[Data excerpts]
★ ★ ★ ★
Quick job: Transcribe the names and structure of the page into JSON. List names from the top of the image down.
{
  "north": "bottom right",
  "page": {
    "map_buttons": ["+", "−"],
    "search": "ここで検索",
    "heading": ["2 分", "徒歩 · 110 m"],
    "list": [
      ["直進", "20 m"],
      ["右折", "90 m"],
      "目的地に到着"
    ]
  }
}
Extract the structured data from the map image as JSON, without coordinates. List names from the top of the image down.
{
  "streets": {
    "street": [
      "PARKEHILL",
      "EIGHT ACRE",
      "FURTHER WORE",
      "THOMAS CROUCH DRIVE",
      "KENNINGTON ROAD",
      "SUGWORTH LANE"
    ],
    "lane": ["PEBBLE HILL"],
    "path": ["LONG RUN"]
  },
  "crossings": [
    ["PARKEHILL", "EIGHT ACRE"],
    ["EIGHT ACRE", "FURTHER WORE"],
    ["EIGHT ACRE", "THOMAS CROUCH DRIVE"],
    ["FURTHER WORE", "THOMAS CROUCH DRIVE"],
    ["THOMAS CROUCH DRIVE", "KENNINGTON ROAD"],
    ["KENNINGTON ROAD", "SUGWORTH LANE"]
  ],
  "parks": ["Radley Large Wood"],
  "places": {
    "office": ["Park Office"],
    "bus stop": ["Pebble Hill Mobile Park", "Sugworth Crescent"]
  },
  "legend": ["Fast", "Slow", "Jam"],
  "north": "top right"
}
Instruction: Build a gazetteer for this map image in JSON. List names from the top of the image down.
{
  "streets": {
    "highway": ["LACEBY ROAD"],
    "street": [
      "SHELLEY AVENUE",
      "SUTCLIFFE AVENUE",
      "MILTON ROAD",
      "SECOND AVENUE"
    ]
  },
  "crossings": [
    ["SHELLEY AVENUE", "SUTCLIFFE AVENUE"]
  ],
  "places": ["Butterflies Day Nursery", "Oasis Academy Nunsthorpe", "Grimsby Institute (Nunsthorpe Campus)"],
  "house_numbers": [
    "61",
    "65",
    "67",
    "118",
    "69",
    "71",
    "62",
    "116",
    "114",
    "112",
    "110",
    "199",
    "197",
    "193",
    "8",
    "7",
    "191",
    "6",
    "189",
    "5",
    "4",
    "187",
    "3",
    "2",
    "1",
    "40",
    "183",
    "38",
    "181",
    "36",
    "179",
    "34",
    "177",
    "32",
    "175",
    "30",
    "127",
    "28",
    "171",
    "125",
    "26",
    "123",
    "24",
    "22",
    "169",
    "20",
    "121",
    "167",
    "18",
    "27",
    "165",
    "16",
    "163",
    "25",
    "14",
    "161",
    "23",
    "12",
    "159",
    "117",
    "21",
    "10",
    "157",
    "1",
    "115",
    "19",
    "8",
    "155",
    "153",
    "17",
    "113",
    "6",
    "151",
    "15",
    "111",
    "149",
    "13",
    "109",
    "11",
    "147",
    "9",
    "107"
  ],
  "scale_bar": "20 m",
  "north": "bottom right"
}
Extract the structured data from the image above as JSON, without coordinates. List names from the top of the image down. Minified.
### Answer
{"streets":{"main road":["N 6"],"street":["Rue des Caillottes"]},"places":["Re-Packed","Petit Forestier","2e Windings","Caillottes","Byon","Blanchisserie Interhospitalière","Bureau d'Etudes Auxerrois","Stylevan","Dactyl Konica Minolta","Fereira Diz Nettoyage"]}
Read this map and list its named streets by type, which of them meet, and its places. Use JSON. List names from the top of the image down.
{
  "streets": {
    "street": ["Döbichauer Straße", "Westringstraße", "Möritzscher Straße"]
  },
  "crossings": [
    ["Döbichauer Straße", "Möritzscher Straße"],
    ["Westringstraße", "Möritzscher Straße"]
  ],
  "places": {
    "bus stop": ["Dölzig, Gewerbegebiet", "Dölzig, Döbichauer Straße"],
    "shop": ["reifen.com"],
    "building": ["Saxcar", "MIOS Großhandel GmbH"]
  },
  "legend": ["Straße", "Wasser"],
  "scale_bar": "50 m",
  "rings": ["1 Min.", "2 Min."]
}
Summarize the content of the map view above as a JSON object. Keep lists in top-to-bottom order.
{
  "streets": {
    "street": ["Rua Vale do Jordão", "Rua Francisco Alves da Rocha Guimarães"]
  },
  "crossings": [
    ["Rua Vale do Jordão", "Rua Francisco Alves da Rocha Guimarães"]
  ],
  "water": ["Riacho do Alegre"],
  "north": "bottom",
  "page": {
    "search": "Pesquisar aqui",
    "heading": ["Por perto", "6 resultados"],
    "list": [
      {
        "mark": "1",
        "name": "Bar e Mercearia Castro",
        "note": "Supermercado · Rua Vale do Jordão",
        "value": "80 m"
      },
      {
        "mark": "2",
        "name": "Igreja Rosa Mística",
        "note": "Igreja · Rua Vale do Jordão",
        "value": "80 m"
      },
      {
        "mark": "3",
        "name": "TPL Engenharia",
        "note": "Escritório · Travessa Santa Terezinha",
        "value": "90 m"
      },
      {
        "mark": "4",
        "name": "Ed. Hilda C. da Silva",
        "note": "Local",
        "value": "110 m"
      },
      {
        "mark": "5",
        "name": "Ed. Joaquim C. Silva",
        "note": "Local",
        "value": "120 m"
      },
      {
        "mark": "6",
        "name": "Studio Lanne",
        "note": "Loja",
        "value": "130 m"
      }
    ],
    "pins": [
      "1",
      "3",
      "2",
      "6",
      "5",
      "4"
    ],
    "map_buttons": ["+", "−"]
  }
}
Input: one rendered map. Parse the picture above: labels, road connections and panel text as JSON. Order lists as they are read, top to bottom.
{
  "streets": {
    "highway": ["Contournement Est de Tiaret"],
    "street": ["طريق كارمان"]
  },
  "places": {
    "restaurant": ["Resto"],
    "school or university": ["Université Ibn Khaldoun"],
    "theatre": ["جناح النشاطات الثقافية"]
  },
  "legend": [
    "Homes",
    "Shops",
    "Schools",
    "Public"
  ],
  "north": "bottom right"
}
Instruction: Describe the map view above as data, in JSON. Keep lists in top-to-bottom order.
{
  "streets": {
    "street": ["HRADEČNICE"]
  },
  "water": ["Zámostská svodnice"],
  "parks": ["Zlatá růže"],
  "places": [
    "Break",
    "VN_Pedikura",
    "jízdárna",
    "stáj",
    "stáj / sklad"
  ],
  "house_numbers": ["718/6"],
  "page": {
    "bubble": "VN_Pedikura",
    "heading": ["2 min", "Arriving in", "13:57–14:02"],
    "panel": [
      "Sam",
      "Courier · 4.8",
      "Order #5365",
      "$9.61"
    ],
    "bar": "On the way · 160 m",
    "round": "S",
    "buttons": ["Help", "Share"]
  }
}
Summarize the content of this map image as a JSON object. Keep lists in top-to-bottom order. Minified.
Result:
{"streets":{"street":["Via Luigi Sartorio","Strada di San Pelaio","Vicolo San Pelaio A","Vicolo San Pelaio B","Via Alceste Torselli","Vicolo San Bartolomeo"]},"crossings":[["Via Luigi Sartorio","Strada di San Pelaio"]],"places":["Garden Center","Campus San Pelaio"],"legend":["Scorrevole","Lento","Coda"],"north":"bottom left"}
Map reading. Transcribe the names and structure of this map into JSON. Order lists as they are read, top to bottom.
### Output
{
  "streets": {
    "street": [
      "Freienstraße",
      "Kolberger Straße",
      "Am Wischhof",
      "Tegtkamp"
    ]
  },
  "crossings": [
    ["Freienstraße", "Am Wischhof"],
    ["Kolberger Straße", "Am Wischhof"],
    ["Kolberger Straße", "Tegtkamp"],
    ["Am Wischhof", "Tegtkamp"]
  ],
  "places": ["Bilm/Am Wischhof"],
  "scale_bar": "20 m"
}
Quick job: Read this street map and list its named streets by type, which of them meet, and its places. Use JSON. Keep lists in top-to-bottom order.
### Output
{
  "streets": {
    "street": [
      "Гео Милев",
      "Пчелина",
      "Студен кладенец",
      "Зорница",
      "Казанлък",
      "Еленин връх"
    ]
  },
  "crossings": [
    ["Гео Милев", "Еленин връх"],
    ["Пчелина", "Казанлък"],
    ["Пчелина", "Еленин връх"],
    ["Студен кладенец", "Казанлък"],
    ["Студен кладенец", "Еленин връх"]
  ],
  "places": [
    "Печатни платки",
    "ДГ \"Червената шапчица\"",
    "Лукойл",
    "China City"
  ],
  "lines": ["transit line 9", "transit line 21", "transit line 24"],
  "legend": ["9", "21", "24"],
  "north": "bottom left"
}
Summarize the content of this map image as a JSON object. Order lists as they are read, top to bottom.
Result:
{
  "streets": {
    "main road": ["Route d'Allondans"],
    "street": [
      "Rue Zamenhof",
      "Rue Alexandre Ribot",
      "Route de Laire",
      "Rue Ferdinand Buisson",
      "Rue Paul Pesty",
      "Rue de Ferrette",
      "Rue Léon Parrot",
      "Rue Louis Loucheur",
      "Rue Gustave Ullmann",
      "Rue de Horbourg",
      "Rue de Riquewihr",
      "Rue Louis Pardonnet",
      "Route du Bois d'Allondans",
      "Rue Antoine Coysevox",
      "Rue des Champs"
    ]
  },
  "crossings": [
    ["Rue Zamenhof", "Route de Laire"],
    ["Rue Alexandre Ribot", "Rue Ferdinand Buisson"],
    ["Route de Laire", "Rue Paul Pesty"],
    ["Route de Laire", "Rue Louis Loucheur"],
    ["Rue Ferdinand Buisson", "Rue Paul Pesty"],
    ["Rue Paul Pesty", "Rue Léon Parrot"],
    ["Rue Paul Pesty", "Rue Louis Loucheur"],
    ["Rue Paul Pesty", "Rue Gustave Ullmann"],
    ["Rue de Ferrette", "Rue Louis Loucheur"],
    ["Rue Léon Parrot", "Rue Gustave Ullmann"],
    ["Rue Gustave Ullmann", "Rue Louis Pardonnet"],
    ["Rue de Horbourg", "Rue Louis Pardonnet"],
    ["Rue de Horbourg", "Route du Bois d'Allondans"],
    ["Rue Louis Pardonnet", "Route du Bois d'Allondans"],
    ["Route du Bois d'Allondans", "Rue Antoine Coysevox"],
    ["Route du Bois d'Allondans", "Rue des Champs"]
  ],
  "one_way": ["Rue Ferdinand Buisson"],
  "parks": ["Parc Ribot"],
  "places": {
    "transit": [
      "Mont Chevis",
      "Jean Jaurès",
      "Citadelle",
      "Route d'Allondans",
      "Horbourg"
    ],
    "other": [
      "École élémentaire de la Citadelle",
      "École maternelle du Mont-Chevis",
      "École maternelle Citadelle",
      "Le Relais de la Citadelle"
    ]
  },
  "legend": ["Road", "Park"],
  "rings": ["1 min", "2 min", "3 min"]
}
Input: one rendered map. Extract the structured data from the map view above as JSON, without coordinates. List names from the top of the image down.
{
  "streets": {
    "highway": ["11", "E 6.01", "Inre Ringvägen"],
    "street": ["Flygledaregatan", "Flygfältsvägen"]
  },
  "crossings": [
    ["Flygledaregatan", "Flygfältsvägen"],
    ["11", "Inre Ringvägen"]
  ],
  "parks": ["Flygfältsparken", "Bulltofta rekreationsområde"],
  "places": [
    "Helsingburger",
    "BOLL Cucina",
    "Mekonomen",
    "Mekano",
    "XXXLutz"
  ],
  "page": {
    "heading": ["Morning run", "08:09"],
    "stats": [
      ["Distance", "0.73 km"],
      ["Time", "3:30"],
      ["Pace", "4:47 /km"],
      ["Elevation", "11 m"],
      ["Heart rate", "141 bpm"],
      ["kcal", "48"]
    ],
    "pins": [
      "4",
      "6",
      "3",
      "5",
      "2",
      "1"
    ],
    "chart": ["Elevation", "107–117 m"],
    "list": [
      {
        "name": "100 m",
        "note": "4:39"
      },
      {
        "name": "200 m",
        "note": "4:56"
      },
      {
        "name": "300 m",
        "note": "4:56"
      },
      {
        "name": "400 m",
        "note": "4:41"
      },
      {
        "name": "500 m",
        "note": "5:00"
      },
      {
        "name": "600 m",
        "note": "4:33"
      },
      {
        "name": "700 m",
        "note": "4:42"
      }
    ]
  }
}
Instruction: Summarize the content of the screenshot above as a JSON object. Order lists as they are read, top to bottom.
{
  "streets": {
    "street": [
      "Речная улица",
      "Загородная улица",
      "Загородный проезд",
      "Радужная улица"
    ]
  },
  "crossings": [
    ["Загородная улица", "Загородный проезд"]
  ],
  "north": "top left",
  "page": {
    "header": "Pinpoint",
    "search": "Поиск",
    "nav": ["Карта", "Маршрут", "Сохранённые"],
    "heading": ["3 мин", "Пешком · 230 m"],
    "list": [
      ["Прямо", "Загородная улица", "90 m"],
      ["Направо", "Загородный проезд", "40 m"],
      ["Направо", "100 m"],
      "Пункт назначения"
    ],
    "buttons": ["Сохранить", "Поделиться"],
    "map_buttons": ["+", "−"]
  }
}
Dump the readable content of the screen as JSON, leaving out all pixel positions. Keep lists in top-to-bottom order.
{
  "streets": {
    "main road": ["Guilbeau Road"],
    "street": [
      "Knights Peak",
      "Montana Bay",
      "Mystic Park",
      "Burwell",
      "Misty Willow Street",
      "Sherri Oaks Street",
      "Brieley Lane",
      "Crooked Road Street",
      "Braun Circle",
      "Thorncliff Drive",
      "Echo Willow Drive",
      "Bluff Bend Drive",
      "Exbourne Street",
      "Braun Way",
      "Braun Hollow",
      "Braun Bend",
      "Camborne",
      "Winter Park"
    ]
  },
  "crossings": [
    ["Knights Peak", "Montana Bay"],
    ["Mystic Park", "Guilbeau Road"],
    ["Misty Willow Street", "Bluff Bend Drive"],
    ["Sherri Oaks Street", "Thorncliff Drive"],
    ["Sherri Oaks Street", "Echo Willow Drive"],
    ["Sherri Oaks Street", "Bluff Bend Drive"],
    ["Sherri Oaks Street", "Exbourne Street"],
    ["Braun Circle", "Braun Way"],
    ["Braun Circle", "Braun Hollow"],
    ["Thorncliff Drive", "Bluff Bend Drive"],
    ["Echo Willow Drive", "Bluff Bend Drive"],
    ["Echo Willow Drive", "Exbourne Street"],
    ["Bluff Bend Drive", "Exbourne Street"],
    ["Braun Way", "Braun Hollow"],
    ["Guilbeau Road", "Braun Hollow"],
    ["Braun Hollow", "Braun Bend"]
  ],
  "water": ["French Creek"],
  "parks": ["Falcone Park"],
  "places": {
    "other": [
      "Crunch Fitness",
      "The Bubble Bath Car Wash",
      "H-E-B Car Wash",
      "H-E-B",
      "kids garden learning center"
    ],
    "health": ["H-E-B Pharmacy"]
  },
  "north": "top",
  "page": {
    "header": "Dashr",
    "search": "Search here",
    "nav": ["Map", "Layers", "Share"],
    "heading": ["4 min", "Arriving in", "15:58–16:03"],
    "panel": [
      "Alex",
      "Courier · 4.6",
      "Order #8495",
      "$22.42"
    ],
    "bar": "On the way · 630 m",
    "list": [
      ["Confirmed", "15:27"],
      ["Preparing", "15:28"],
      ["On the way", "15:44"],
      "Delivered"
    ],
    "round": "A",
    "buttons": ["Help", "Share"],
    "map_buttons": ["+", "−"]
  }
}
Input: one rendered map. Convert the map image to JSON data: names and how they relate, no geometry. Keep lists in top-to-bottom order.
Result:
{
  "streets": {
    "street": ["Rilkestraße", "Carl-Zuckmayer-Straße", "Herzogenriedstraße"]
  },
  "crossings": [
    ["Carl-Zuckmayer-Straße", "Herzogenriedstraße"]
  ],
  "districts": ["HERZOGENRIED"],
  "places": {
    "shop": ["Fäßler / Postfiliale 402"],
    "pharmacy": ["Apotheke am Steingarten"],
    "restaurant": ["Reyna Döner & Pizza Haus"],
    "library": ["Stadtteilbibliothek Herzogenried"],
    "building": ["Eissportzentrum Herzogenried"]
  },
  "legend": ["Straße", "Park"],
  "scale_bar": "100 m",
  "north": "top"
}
★ ★ ★ ★
Task instructions ▸
Count the lines above that include the string "Silva". Write only the number.

Task response ▸
2